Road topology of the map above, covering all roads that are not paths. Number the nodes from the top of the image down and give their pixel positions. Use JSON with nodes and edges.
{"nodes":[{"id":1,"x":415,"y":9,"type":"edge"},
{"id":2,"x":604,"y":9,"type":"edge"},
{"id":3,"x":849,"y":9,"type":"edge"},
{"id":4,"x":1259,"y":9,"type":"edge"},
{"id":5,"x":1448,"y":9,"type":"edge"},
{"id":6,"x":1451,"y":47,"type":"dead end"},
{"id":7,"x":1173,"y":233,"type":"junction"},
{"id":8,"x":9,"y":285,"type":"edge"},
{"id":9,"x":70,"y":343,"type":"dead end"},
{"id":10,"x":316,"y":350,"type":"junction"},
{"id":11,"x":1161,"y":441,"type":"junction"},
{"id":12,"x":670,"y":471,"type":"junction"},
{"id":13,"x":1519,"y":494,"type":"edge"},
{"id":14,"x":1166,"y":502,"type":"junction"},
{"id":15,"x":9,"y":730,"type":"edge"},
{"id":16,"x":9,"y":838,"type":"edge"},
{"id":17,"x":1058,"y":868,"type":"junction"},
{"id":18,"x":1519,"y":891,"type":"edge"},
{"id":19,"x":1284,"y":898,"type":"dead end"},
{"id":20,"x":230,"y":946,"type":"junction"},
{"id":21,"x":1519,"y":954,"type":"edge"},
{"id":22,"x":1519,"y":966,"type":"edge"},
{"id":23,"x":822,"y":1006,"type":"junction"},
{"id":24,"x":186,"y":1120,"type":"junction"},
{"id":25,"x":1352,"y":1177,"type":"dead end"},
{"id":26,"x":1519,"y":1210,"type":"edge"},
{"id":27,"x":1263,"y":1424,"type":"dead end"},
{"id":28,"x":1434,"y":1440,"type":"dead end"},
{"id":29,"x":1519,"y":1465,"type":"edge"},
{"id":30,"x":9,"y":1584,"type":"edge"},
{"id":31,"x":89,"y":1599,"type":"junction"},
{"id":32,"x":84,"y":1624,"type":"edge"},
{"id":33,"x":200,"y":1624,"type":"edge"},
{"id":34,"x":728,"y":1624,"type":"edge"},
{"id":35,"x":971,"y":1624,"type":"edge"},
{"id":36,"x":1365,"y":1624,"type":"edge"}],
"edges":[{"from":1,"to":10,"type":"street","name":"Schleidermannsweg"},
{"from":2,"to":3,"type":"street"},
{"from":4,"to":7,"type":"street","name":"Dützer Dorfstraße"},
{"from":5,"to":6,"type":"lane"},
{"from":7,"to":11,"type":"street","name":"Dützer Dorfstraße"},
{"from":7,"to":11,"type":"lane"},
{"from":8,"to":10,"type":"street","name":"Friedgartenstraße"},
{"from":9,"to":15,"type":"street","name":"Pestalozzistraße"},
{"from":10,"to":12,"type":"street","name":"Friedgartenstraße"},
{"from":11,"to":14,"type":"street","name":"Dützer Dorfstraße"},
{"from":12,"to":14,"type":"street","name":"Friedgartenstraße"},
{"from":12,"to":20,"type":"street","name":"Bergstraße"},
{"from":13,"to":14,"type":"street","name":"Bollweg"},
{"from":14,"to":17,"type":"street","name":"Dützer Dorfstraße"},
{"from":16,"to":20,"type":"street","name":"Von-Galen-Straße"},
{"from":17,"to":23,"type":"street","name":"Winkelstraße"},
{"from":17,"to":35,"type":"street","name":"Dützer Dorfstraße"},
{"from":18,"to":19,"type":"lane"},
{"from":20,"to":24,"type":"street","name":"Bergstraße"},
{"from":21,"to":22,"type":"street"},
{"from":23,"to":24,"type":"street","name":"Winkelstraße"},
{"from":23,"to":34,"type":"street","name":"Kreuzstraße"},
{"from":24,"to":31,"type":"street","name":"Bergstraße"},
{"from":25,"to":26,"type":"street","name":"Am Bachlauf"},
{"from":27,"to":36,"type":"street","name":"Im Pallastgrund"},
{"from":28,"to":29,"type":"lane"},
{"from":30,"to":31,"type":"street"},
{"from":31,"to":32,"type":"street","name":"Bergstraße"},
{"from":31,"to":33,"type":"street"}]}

**Problem to solve**: Go through the listing above. Show each line where the word "Bergstraße" is found.

**Your response**:
{"from":12,"to":20,"type":"street","name":"Bergstraße"},
{"from":20,"to":24,"type":"street","name":"Bergstraße"},
{"from":24,"to":31,"type":"street","name":"Bergstraße"},
{"from":31,"to":32,"type":"street","name":"Bergstraße"},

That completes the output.